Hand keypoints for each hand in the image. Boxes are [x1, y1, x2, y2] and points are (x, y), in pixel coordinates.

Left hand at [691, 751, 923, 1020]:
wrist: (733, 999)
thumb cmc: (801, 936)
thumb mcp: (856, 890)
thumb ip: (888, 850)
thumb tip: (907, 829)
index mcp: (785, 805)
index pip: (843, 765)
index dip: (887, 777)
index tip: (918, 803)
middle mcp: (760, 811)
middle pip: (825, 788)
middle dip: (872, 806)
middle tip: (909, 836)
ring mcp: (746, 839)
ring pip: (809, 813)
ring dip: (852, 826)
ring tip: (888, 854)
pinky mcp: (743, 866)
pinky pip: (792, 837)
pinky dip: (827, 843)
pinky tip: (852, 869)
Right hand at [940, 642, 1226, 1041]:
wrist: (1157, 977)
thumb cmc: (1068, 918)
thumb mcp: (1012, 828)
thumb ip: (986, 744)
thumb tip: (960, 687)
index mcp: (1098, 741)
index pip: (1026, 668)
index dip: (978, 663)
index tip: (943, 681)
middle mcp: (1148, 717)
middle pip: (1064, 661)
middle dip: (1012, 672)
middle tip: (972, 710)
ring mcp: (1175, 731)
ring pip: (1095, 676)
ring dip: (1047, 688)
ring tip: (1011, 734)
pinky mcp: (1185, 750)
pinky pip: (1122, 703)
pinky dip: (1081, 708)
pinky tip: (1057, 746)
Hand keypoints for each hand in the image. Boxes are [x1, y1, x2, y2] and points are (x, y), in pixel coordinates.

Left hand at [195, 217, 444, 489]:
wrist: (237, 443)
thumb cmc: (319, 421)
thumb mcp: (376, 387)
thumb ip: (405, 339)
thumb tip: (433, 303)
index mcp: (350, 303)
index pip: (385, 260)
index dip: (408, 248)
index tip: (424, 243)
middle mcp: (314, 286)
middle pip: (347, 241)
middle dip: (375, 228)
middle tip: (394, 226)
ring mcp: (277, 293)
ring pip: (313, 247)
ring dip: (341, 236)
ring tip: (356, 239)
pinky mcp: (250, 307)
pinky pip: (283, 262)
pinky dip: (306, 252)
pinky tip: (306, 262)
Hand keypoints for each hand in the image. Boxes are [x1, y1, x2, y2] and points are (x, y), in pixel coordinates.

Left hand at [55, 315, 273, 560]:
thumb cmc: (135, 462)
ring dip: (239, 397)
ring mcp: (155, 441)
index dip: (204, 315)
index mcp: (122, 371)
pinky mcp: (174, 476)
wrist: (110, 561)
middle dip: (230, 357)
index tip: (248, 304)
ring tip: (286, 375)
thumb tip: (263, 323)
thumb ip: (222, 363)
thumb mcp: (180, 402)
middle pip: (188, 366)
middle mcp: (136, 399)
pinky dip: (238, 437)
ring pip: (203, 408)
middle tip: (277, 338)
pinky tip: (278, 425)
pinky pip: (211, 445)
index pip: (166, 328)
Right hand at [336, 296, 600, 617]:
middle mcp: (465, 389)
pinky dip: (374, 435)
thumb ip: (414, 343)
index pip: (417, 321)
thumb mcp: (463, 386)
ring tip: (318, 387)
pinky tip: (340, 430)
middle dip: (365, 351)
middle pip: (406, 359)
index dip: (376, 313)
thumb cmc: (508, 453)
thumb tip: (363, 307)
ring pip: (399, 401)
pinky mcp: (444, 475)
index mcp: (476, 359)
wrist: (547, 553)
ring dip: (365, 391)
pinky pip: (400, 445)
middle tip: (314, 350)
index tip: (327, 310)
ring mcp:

- - - -

Prompt
Everything in the listing above should be printed again exactly.

Worked solution
Hand keypoints for each hand in the image. Boxes are [x1, y1, x2, y2] and points are (x, y), in pixel coordinates.

Left hand at [691, 751, 923, 1020]:
wrist: (733, 999)
thumb cmc: (801, 936)
thumb mcp: (856, 890)
thumb ip: (888, 850)
thumb tip: (907, 829)
index mcp: (785, 805)
index pip: (843, 765)
index dip: (887, 777)
index tip: (918, 803)
middle mcp: (760, 811)
middle pip: (825, 788)
middle dip: (872, 806)
middle tip: (909, 836)
ring mcp: (746, 839)
ring pip: (809, 813)
ring dip: (852, 826)
ring tip: (888, 854)
pinky mcp: (743, 866)
pinky pip: (792, 837)
pinky dip: (827, 843)
pinky tip: (852, 869)
Right hand at [940, 642, 1226, 1041]:
wrist: (1157, 977)
thumb cmc: (1068, 918)
thumb mcp: (1012, 828)
thumb ip: (986, 744)
thumb tip: (960, 687)
index mcp: (1098, 741)
index pip: (1026, 668)
index dip: (978, 663)
index tip: (943, 681)
middle mcp: (1148, 717)
middle pip: (1064, 661)
middle dip: (1012, 672)
middle tip: (972, 710)
ring mcp: (1175, 731)
ring pip: (1095, 676)
ring dip: (1047, 688)
ring tip: (1011, 734)
pinky mcp: (1185, 750)
pinky pip: (1122, 703)
pinky dip: (1081, 708)
pinky tip: (1057, 746)
Hand keypoints for each hand in the image. Boxes are [x1, y1, x2, y2] and points are (x, y), in pixel coordinates.

Left hand at [195, 217, 444, 489]:
wrist: (237, 443)
thumb cmc: (319, 421)
thumb mcp: (376, 387)
thumb ip: (405, 339)
thumb tip: (433, 303)
index mcp: (350, 303)
index pip: (385, 260)
index dip: (408, 248)
index tip: (424, 243)
middle mcp: (314, 286)
middle pip: (347, 241)
middle dip: (375, 228)
middle tip: (394, 226)
ring mcp: (277, 293)
ring pip: (313, 247)
ring dip: (341, 236)
ring tip: (356, 239)
pinky mcp: (250, 307)
pinky pip: (283, 262)
pinky dip: (306, 252)
pinky tip: (306, 262)
Hand keypoints for each hand in the image. Boxes are [x1, y1, x2, y2] and points are (x, y), in pixel coordinates.

Left hand at [55, 315, 273, 560]:
thumb cmc: (135, 462)
ring dip: (239, 397)
ring mcp: (155, 441)
index dip: (204, 315)
index mcp: (122, 371)
pinky mcp: (174, 476)
wrist: (110, 561)
middle dip: (230, 357)
index tip: (248, 304)
ring tip: (286, 375)
thumb tip: (263, 323)
thumb ip: (222, 363)
thumb mcp: (180, 402)
middle pip: (188, 366)
middle mcp: (136, 399)
pinky dip: (238, 437)
ring pip: (203, 408)
middle tip: (277, 338)
pinky tip: (278, 425)
pinky pip: (211, 445)
index pip: (166, 328)
Right hand at [336, 296, 600, 617]:
middle mcp: (465, 389)
pinky dip: (374, 435)
thumb ip: (414, 343)
index pip: (417, 321)
thumb mcp: (463, 386)
ring tip: (318, 387)
pinky tip: (340, 430)
middle dip: (365, 351)
middle pip: (406, 359)
index dip: (376, 313)
thumb cmc: (508, 453)
thumb tip: (363, 307)
ring pip: (399, 401)
pinky mcp: (444, 475)
index mcp: (476, 359)
wrist: (547, 553)
ring dip: (365, 391)
pinky pip: (400, 445)
middle tip: (314, 350)
index tip: (327, 310)
ring mcp:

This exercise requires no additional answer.